Ligand Field Theory of Ni(II) Complexes. I. Electronic Energies and Singlet Ground-State Conditions of Ni(II) Complexes of Different Symmetries

Abstract

A parametric method of calculating the electronic energies of an ion of configuration 3d⁸ (3d² positrons) when placed in a ligand field of point charges or dipoles is described. The method is applicable with a change of sign of the energy matrix elements to ions with a 3d² electronic configuration. By use of the experimentally determined free ion term energies for the Ni(II) ion the calculations are made specific. The final energy eigenvalues obtained here are for the Ni(II) ion in four and six coordinated complexes of tetragonal, octahedral, cis‐, and trans‐planar symmetries. All free ion states of the same multiplicity and symmetry arising from the ground‐state configuration were allowed to interact. An effective interelectron distance, dipole moment, and point charge were used as parameters. Some of the numerical results for specific values of the parameters are given as examples.
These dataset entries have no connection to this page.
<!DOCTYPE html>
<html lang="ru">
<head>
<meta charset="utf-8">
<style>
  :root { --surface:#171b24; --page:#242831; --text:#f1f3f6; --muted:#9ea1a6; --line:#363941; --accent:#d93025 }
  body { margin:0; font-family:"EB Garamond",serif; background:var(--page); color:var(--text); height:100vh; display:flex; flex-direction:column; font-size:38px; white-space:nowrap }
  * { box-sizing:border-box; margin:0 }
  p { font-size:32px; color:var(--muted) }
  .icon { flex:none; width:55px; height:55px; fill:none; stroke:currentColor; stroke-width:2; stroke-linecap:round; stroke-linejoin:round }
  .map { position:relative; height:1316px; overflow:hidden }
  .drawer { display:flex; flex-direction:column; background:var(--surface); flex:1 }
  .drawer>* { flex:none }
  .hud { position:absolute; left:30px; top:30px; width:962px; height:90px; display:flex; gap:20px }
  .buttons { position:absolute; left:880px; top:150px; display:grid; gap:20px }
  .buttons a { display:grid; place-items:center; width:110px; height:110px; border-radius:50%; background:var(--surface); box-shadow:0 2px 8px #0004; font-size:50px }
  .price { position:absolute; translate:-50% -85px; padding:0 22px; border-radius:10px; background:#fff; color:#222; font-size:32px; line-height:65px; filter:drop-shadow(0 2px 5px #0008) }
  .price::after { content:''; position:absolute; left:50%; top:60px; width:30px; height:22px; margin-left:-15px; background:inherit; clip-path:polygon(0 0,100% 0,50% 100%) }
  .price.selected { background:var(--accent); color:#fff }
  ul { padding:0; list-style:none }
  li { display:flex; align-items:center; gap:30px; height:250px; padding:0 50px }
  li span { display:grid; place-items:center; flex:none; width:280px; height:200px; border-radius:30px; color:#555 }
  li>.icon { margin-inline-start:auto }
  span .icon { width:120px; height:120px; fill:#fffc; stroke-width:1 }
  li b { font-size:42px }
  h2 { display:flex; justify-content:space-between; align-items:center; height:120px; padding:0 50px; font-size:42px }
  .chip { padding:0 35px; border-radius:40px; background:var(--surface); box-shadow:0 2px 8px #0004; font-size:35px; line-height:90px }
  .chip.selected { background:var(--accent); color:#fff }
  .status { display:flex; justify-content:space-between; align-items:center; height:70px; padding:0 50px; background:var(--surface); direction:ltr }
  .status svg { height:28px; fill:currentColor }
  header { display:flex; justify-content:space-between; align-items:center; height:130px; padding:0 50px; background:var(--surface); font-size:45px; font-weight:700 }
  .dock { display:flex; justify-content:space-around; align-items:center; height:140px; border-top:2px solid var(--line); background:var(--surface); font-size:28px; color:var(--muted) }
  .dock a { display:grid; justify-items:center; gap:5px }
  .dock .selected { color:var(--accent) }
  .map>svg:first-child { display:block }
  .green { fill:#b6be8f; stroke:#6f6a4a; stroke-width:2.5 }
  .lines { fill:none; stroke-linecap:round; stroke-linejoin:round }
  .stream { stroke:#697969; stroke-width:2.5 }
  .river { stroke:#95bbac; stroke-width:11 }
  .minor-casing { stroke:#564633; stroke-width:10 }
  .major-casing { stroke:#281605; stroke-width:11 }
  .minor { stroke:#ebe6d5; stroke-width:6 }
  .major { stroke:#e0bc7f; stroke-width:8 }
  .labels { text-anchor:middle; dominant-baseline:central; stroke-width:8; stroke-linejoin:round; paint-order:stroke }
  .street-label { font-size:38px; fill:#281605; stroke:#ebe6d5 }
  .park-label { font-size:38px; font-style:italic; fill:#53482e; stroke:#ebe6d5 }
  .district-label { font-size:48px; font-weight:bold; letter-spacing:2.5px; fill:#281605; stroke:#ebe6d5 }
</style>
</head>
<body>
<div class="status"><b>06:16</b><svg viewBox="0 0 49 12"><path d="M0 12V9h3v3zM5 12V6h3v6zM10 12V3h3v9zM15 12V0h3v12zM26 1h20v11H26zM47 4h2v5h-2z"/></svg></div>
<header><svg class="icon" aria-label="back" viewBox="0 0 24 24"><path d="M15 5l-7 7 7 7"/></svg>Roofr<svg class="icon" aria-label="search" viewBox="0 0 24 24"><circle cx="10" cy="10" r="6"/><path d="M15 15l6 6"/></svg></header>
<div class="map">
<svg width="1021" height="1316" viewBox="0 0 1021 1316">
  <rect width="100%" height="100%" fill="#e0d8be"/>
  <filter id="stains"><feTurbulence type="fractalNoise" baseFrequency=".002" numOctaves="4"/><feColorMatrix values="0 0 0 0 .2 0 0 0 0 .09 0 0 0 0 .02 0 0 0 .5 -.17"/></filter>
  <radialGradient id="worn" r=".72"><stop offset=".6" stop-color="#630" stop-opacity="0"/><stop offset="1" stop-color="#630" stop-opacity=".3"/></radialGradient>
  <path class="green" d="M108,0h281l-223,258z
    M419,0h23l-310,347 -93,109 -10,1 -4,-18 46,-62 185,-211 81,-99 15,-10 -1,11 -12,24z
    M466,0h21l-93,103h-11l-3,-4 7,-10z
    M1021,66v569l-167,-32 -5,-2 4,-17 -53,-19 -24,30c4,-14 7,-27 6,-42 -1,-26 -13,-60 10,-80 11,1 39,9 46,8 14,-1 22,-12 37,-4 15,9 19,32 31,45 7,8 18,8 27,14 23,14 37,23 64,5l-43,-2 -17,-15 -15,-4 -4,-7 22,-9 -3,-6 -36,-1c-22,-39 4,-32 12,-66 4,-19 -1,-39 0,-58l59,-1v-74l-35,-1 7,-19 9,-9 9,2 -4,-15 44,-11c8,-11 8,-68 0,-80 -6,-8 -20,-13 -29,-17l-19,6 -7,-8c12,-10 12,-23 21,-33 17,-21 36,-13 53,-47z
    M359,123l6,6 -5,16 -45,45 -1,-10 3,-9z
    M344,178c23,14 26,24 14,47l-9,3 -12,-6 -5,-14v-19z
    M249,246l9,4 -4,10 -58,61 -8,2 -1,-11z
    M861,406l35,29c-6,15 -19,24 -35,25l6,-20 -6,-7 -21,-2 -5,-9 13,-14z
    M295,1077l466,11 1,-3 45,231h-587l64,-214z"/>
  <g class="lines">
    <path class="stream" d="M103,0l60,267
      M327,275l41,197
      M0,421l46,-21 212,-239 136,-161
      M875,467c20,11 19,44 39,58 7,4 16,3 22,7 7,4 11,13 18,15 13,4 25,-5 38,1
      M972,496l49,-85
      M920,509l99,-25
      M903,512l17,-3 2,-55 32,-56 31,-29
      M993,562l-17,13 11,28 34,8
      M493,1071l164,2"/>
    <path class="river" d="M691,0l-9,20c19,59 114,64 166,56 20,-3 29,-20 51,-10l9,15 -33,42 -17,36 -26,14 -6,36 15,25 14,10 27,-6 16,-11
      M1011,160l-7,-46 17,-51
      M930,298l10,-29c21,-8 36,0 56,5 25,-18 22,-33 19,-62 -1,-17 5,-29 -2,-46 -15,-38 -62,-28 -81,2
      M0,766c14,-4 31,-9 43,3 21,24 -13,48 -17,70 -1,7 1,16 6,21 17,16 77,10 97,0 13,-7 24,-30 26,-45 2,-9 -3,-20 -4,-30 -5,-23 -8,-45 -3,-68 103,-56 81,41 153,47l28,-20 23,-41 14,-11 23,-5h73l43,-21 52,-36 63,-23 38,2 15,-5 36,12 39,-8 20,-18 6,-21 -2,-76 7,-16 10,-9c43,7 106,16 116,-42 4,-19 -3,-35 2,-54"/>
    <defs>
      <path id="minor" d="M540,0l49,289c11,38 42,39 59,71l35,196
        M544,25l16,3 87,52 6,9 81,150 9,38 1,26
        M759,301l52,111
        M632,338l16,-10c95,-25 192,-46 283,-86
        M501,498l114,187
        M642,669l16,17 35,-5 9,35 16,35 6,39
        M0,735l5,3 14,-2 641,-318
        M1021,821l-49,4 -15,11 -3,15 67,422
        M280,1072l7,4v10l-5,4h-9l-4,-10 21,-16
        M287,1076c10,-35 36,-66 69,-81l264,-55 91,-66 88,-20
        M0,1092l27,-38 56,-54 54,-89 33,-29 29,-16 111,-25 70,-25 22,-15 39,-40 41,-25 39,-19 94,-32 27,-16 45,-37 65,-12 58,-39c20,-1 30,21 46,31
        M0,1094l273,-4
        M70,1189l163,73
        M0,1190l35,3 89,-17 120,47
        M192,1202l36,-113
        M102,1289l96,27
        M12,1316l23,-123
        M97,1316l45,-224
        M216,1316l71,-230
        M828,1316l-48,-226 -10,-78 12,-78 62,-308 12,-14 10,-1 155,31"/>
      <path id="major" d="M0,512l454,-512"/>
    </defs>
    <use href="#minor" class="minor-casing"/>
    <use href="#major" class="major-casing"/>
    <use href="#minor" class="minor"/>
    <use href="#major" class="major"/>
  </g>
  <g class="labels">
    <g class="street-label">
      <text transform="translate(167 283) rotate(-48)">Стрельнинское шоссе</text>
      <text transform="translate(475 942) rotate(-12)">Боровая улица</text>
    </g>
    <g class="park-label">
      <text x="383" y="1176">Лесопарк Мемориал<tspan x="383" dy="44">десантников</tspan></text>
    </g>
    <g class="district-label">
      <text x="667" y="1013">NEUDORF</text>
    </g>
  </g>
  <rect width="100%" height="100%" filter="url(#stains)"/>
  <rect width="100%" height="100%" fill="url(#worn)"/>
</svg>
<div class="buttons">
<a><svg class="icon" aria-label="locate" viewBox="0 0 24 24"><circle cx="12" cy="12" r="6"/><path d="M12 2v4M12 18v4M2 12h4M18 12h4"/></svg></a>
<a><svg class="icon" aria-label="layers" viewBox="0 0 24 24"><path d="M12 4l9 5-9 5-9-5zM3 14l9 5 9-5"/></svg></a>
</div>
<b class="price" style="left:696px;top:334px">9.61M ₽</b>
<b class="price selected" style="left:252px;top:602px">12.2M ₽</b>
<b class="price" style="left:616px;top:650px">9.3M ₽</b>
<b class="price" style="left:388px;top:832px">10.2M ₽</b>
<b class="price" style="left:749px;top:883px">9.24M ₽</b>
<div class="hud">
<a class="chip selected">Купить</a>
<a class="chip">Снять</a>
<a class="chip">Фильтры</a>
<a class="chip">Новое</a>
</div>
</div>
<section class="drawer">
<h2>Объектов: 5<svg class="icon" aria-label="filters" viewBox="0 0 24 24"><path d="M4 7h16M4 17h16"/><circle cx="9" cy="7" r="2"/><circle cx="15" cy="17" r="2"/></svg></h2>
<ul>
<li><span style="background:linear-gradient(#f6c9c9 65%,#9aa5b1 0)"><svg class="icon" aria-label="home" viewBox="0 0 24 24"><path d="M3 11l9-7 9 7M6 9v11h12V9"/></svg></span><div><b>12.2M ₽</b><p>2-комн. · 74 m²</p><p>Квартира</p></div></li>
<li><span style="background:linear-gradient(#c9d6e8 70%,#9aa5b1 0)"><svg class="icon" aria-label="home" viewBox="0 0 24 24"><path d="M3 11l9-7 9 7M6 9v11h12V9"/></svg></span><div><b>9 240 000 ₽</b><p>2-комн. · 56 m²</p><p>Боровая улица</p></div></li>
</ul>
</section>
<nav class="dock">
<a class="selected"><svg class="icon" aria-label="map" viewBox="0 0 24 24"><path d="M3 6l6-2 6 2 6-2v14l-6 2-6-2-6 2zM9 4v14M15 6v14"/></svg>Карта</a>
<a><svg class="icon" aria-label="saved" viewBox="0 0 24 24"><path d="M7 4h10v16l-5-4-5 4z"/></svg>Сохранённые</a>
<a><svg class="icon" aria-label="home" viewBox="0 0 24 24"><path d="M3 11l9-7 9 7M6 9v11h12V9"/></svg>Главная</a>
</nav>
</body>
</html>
The remainder of the energy calculations are tabulated in the dissertation. Minimum field strength conditions necessary for a four coordinated complex to become diamagnetic are determined using the calculated energies. The relative ease of conversion to a singlet ground state in the different symmetries is noted and the effect of an axial field on the change in multiplicity is obtained from the results of the calculations for the six‐coordinated complexes. The results will also be used subsequently to assign the low intensity electronic spectra obtained for a series of Ni(II) chelates of appropriate symmetries and to explain the effect of solvent on the spectra and magnetic moments of these chelates.